**WORK INSTRUCTIONS**
In the entries below, find every line holding the string "roads" and collect it.

**Saved entries**

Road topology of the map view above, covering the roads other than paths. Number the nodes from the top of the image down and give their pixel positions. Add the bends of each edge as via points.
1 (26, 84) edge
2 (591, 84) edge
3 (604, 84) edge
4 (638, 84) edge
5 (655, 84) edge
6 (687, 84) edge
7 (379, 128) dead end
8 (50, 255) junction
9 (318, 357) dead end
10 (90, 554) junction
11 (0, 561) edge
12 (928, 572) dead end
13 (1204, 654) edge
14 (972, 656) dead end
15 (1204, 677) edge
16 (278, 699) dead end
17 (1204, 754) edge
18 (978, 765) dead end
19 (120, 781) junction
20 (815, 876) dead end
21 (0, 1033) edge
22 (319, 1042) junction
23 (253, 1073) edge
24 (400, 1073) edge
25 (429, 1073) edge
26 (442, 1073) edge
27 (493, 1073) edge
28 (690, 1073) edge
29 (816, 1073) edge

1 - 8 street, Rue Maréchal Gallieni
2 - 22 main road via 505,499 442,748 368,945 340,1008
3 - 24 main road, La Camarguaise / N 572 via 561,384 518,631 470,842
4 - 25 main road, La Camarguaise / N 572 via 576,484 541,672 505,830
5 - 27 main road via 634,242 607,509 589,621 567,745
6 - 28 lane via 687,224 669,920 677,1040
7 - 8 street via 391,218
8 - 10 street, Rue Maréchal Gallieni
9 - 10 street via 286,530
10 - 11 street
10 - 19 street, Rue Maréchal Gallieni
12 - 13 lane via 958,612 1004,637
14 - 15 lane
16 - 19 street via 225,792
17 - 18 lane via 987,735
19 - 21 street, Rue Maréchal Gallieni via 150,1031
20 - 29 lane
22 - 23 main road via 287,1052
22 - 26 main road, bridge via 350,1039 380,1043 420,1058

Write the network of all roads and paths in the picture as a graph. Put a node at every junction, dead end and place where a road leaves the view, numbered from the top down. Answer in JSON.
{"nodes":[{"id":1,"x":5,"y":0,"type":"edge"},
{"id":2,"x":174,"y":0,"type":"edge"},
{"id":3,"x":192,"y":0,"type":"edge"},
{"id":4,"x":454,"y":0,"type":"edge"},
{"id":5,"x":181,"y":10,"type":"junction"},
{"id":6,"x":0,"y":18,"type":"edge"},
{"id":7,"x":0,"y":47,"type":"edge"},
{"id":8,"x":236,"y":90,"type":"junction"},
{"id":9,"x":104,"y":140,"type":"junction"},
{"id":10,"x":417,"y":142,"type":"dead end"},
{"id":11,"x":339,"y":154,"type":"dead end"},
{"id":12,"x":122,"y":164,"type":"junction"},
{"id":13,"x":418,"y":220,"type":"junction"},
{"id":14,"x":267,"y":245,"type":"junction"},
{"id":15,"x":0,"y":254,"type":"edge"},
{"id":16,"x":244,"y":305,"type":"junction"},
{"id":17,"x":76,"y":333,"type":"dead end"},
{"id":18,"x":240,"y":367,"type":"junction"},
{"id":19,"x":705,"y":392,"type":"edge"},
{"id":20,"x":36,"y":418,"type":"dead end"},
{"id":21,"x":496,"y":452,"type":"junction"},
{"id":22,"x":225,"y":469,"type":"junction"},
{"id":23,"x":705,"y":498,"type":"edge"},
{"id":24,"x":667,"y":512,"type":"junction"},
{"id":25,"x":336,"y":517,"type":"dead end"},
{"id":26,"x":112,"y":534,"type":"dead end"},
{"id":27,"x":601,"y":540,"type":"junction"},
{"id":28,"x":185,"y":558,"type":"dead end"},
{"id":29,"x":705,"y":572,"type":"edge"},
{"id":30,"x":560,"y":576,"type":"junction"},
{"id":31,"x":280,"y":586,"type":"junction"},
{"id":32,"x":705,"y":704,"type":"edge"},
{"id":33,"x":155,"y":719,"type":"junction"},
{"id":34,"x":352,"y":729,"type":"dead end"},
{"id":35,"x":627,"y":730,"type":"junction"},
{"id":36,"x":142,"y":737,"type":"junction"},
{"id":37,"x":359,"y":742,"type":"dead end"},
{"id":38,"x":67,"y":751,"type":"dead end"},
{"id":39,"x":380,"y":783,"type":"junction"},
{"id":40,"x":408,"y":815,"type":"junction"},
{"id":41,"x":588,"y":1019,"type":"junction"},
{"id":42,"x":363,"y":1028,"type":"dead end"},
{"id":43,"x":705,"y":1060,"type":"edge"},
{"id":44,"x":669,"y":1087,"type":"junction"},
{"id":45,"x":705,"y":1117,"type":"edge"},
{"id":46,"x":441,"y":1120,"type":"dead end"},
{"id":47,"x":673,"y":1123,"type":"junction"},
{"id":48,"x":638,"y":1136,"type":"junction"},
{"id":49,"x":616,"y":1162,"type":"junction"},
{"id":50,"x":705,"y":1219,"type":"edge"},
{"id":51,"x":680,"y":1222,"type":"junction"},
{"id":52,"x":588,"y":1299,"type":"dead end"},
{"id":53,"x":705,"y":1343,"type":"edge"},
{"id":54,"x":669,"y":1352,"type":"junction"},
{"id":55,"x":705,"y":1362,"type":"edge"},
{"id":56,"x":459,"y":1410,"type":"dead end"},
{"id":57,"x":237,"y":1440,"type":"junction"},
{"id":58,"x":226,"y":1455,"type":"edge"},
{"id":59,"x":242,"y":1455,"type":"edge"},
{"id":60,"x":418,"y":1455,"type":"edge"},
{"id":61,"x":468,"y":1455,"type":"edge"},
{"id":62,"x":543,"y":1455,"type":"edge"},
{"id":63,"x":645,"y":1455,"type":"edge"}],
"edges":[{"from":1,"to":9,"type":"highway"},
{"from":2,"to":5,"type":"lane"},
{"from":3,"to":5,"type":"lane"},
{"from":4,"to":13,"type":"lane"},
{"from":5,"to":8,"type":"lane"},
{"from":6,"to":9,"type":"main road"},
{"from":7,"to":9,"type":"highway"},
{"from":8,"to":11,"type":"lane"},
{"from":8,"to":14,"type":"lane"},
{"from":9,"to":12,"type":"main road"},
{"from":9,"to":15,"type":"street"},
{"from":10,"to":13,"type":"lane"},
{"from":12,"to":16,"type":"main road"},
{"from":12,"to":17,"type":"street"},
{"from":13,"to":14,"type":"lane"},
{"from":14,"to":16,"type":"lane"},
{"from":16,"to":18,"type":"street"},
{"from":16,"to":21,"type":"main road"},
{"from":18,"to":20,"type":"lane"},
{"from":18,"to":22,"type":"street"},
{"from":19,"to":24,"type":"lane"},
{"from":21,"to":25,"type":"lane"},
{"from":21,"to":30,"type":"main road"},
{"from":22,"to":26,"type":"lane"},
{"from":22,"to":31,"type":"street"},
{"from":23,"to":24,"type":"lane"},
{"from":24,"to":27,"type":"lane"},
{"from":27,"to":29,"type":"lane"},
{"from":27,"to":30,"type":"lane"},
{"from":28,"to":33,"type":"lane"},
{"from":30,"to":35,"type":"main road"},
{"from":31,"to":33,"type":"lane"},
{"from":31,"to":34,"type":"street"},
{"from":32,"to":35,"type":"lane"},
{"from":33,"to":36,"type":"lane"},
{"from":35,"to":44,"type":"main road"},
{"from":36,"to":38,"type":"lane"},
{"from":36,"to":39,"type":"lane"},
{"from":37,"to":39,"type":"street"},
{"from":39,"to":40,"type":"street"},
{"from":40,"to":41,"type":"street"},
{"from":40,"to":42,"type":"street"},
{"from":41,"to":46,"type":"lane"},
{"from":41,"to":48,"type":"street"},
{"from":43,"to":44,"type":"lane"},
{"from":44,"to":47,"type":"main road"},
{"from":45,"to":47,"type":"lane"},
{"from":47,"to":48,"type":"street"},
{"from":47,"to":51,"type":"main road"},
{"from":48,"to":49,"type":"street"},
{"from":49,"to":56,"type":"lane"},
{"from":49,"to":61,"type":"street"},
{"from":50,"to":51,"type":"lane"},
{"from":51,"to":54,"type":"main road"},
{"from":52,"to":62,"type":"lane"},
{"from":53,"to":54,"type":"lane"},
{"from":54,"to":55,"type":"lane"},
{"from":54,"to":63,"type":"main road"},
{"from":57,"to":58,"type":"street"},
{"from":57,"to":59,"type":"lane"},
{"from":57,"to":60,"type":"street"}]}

**SOLUTION BELOW**
Road topology of the map view above, covering the roads other than paths. Number the nodes from the top of the image down and give their pixel positions. Add the bends of each edge as via points.
Write the network of all roads and paths in the picture as a graph. Put a node at every junction, dead end and place where a road leaves the view, numbered from the top down. Answer in JSON.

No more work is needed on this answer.